RBZ Quarterly Report Shows Signs of Economic Stability

Story by Stanley James, Business Editor

HARARE – THE Reserve Bank of Zimbabwe (RBZ) is satisfied with the price and exchange rate stability after the implementation of various interventions that have also seen the country recording over US$5 billion in foreign currency inflows since January.

The RBZ on Wednesday released its quarterly economic report on monetary, price, and financial stability, highlighting key achievements including growth in reserves backing the Zimbabwe Gold (ZiG) currency, stable prices, a steady bank policy rate, growing demand for the local currency, and a stable interbank foreign exchange market.

The central bank attributed the over US$5 billion in foreign currency inflows between January and May this year to strong export performance, diaspora remittances, and support from development partners.

Economists have lauded the RBZ’s efforts in restoring macroeconomic fundamentals and enhancing market confidence.

“There is that element of a huge return to macro-economic fundamentals as evidenced by the statistics from the central bank and the situation on the ground points to stable economic conditions that are vital towards increased market confidence,” Economist, Dr Zack Murerwa said.

The private sector is also welcoming stability, with the Confederation of Zimbabwe Industries (CZI) noting that businesses are now able to plan more effectively.

“Industry and commerce need to plan accordingly and in an economy with stable conditions it becomes easier to plan as well as project on the future of businesses, an element that is vital towards further strengthening business ability to continue operating and attracting domestic and external investors,” CZI Chief Executive Officer Mrs Sekai Kuvarika said.

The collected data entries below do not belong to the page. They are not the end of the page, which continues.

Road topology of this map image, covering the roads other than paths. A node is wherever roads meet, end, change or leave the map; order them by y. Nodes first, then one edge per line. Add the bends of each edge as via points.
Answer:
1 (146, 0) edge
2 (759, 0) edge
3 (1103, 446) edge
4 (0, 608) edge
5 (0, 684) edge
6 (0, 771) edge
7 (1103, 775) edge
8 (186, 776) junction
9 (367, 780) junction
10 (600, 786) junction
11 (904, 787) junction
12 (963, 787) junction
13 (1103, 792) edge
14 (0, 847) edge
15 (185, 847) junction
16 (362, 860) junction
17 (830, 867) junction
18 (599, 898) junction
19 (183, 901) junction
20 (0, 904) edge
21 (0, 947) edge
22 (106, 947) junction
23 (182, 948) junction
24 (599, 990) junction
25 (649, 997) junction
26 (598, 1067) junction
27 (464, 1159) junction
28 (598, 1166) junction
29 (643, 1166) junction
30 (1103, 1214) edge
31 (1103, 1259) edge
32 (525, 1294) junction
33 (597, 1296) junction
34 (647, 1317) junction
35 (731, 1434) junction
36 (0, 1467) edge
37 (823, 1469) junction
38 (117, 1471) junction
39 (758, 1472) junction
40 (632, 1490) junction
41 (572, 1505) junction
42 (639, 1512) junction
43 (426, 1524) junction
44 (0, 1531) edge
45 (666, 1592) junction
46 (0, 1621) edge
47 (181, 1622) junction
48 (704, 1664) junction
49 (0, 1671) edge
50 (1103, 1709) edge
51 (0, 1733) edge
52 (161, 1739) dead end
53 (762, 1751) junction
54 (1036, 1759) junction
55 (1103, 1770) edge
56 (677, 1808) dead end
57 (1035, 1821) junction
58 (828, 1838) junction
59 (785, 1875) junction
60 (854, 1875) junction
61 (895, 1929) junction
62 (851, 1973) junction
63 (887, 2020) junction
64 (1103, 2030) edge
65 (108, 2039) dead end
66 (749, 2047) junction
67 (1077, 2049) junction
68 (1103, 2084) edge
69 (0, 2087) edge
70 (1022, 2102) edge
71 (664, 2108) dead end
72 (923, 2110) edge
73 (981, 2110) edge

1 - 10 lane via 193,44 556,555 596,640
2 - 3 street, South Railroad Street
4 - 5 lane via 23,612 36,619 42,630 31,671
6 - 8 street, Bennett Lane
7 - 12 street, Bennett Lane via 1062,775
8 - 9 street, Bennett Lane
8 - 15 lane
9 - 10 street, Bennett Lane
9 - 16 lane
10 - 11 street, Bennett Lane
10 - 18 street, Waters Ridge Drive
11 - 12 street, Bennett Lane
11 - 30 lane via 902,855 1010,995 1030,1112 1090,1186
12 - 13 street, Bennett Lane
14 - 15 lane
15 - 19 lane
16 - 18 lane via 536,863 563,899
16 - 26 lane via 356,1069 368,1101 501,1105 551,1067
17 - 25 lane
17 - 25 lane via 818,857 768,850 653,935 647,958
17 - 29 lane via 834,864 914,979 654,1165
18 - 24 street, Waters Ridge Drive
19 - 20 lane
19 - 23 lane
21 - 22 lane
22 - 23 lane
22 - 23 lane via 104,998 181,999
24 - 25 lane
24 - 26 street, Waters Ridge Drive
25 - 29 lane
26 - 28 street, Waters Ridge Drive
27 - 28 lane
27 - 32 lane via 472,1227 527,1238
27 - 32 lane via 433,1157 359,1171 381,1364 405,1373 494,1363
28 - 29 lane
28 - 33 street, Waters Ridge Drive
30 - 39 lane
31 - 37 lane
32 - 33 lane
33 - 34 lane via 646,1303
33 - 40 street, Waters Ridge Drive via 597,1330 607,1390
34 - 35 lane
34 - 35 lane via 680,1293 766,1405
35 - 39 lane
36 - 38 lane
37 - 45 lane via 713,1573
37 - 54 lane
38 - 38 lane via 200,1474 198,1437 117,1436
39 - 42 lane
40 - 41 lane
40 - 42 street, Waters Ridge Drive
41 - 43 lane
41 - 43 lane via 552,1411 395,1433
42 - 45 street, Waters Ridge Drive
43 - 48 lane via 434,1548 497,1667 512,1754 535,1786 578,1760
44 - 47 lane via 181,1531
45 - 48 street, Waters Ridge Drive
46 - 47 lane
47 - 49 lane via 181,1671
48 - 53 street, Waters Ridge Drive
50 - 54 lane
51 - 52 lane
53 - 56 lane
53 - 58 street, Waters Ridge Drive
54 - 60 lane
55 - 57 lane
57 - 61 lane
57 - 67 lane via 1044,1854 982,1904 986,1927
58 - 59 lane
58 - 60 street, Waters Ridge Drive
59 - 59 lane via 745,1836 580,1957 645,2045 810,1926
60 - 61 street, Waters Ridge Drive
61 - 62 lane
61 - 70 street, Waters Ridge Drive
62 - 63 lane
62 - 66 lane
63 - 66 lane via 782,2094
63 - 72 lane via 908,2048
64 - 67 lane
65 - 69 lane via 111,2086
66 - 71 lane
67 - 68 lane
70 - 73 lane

The Central Bank further highlighted the growing public and institutional acceptance of the ZiG currency, which is backed by gold and other reserves.

The report notes a steady decline in market volatility, driven by confidence in the newly introduced structured currency.

Monetary authorities anticipate continued macroeconomic resilience, bolstered by a drop in inflation, a rebound in global commodity prices, and steady economic growth.

The report is expected to guide further policy interventions as Zimbabwe pushes towards sustained economic recovery under the National Development Strategy 1 (NDS1) framework.